In this section, we first describe the data we use and then turn to the specifics of how we construct our two measures of entry fit. Our data draws from two sources: the European Patent Office (EPO) PATSTAT database and the European Regional Database (ERD).Footnote 2 To construct the EU-15 knowledge space at the regional level, we collected all patent records from 1981 to 2015 that were invented by at least one inventor who resided in one of the EU-15 regions at the time of invention (full list of regions is from EurostatFootnote 3).

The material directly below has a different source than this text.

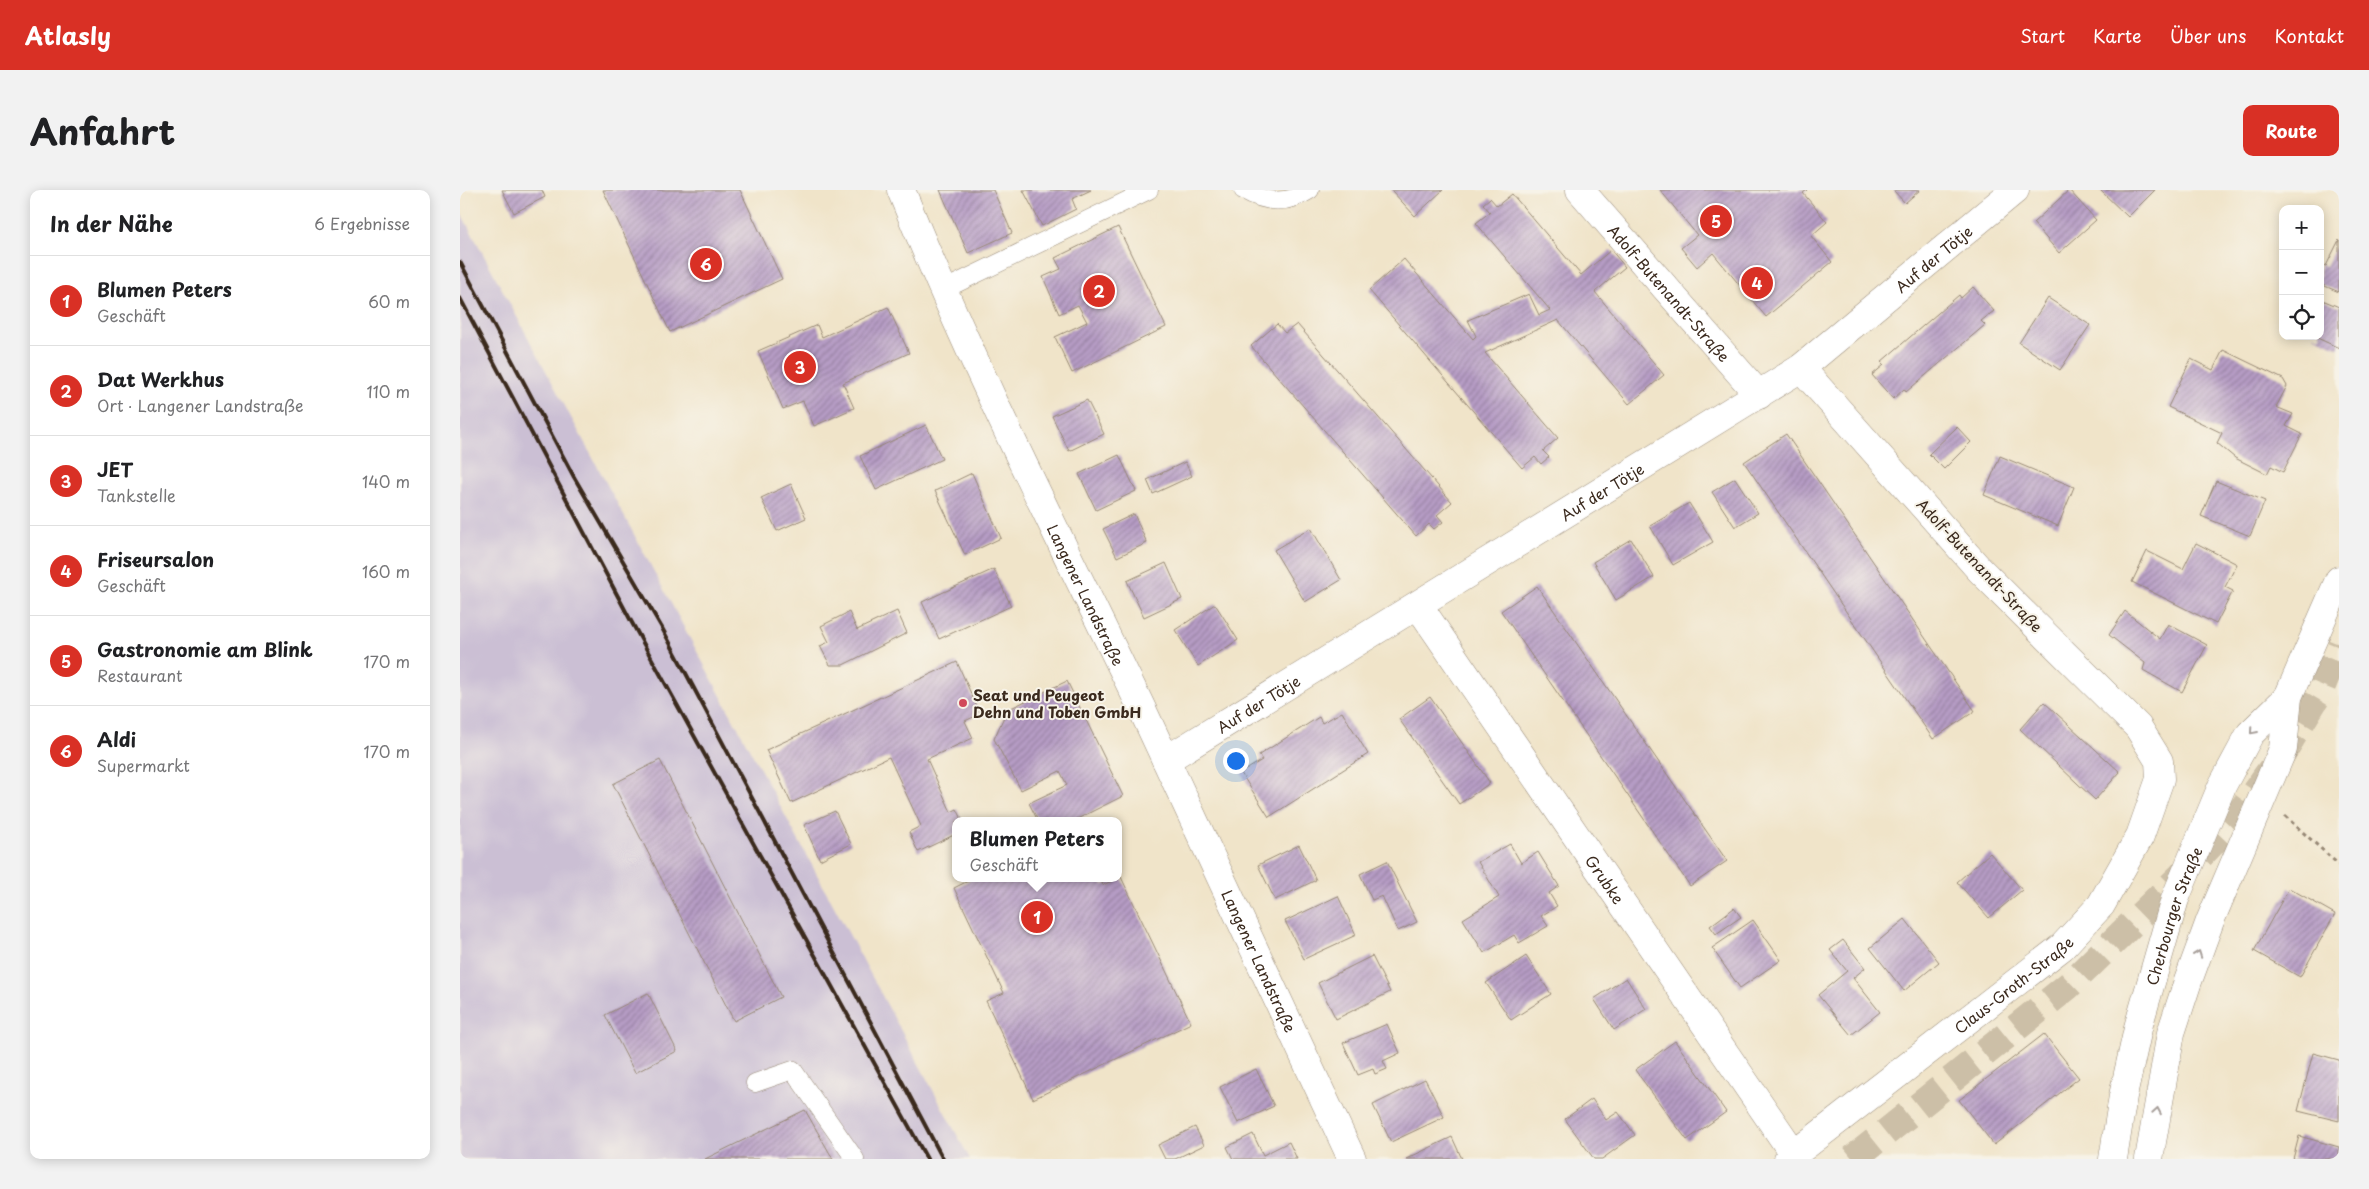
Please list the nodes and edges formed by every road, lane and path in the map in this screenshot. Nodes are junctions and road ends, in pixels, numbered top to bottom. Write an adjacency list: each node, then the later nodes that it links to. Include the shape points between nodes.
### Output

To geo-locate patents produced by multiple inventors, as is standard we apply fractional inventor allocation (Kogler et al., 2017).Footnote 4 Furthermore, and also following common practice, we use 5 year windows as our time unit (Ahuja, 2000; Gilsing et al., 2008; Henderson & Cockburn, 1996; Podolny & Stuart, 1995; Stuart & Podolny, 1996). These longer windows are particularly suitable when considering evolutionary questions to permit sufficient time for systemic changes in knowledge spaces to manifest (Kogler, 2016). Thus, we have seven time periods: period 1 (1981–1985), period 2 (1986–1990), period 3 (1991–1995), period 4 (1996–2000), period 5 (2001–2005), period 6 (2006–2010), and period 7 (2011–2015). The PATSTAT data is also used to construct the measure of knowledge creation (the number of new patents). The ERD database provides all the other socio-economic information. The full list of variables will be covered in the following section.

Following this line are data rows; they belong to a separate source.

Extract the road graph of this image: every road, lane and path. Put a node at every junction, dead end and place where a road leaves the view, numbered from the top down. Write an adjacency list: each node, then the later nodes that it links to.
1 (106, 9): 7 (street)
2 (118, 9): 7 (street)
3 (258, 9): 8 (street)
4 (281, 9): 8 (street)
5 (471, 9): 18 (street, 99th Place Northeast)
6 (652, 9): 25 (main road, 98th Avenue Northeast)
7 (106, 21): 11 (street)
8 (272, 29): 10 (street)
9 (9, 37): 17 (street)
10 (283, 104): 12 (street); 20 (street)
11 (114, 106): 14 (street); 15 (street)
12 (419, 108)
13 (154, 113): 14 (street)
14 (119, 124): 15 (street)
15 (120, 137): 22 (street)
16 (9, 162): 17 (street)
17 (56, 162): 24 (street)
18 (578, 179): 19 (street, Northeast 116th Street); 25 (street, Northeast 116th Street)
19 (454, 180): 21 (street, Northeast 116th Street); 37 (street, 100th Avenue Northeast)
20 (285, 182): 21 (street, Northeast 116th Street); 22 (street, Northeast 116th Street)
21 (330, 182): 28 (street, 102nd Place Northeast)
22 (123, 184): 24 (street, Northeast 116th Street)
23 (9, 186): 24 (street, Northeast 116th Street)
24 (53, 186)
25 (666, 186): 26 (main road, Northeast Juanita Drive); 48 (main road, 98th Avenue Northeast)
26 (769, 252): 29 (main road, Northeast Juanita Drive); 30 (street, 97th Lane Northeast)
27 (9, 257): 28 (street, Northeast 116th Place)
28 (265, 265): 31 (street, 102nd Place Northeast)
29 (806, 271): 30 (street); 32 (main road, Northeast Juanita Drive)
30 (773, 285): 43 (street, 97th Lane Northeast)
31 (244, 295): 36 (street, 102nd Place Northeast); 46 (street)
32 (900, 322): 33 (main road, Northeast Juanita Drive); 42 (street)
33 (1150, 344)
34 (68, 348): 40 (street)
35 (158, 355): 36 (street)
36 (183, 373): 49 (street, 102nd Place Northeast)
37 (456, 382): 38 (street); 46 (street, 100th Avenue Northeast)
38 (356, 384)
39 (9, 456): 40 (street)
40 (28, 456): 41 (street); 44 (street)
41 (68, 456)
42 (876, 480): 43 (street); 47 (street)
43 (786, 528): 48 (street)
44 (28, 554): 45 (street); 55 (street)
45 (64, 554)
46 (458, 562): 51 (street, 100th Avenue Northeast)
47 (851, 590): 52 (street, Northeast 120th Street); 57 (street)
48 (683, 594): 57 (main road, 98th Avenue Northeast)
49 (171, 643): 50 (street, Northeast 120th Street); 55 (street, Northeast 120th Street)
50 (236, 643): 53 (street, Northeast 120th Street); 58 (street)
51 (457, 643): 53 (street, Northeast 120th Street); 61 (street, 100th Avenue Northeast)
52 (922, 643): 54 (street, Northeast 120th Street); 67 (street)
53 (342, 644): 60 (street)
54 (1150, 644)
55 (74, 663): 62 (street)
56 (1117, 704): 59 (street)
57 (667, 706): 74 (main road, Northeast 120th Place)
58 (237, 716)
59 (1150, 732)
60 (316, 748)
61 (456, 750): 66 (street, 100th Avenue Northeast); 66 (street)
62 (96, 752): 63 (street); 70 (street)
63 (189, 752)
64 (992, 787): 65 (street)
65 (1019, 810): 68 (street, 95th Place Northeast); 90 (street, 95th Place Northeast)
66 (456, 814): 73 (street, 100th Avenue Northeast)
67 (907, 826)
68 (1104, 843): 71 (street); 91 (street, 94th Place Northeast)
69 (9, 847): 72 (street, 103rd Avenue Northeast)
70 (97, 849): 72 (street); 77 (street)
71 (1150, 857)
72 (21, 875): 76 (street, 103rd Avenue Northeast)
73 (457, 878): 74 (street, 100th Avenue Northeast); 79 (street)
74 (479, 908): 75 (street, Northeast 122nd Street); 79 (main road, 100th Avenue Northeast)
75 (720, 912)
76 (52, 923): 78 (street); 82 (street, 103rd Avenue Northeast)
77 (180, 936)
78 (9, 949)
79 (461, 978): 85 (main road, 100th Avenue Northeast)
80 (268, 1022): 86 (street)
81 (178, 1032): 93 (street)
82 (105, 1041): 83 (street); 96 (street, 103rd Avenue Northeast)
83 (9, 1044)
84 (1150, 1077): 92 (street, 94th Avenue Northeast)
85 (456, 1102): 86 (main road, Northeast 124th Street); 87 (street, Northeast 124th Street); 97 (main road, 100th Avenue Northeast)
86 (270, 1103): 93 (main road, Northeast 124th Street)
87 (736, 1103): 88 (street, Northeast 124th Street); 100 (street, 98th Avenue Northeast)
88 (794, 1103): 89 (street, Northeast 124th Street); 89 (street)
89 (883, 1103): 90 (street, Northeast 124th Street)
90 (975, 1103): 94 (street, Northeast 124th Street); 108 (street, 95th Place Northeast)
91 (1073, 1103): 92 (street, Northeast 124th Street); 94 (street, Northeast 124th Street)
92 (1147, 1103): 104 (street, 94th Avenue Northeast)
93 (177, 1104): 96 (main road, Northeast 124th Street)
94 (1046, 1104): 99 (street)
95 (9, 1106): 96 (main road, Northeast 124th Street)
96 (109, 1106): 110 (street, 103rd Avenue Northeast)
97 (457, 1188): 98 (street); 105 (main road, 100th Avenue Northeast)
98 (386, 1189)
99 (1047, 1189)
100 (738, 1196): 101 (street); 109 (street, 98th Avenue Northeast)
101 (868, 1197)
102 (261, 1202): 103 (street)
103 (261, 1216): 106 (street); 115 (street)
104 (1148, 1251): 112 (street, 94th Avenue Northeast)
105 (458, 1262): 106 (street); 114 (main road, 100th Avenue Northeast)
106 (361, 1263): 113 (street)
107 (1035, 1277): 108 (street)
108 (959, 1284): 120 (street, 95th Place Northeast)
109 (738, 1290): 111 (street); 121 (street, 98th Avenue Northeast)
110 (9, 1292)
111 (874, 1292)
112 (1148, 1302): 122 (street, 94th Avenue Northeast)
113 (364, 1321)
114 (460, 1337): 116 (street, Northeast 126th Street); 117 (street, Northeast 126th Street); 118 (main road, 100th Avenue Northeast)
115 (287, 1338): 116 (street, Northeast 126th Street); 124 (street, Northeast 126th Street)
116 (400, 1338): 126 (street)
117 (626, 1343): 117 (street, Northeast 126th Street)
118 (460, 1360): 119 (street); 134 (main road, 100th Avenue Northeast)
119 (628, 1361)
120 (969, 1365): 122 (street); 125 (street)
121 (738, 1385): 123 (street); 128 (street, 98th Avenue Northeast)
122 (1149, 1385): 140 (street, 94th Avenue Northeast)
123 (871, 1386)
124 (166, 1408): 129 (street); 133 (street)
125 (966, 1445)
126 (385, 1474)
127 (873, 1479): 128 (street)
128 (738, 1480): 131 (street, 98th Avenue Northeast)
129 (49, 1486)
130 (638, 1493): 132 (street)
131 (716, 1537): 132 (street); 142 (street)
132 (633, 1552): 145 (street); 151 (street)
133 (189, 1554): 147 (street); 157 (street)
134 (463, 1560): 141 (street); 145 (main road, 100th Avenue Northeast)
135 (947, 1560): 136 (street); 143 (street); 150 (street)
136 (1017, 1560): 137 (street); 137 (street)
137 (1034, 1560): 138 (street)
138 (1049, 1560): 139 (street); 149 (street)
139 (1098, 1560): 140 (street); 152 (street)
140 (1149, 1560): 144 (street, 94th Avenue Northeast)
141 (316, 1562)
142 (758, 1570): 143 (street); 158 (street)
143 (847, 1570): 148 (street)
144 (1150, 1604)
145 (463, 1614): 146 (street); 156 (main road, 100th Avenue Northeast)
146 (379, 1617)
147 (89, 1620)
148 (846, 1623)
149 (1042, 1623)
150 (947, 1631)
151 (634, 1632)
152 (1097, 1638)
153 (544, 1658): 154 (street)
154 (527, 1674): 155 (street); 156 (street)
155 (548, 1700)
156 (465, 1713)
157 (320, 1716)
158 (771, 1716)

3.1 Regional knowledge entry

The first step of measuring regional knowledge entry-relatedness (rKER) and entry-potential (rKEP) is to capture each region’s knowledge entry. Instrumental in this regard are the Cooperative Patent Classification (CPC) classes listed on individual patent documents.Footnote 5 As shown in Fig. 1, three steps are needed to capture knowledge entry by regions; (1) a regional CPC table, (2) a regional revealed comparative advantage (RCA) table, and (3) a regional entry matrix. First, a regional CPC table for each period is constructed. Here, the share of each sub-class CPC for is computed to control the weight of each technological knowledge domain that features in a patent application. For instance, in Fig. 1 if patent A contains CPC x and CPC y, and patent B contains CPC z, 0.5 is assigned for CPC x and y, and 1 is assigned to CPC z. In this case, the contribution of CPC z to a patent application is bigger than CPC x and y because it is the sole domain utilized for the invention.

Fig. 1
figure 1

Process of measuring regional knowledge entry

The second stage is to capture regional RCA values (Balassa, 1965). The RCA, also commonly known as the location quotient, is computed by dividing the share of a given CPC in a region by the share of that CPC in all regions. For instance, in Fig. 1, the RCA of CPC x in region A is measured by dividing the share of CPC x in region A (100/155) by the share of CPC x in regions A and B (110/185). The measured RCA is converted into dichotomized values (1 for above 1 and 0 for below 1) to simplify the comparison used in the following stage.Footnote 6

In the third stage, regional knowledge entry is measured by comparing regional RCAs for a given CPC-region between two consecutive periods. Thus, the knowledge entry indicator in period t + 1 is 1 when the RCA of CPC x in region A switches from 0 in t to 1 in t + 1.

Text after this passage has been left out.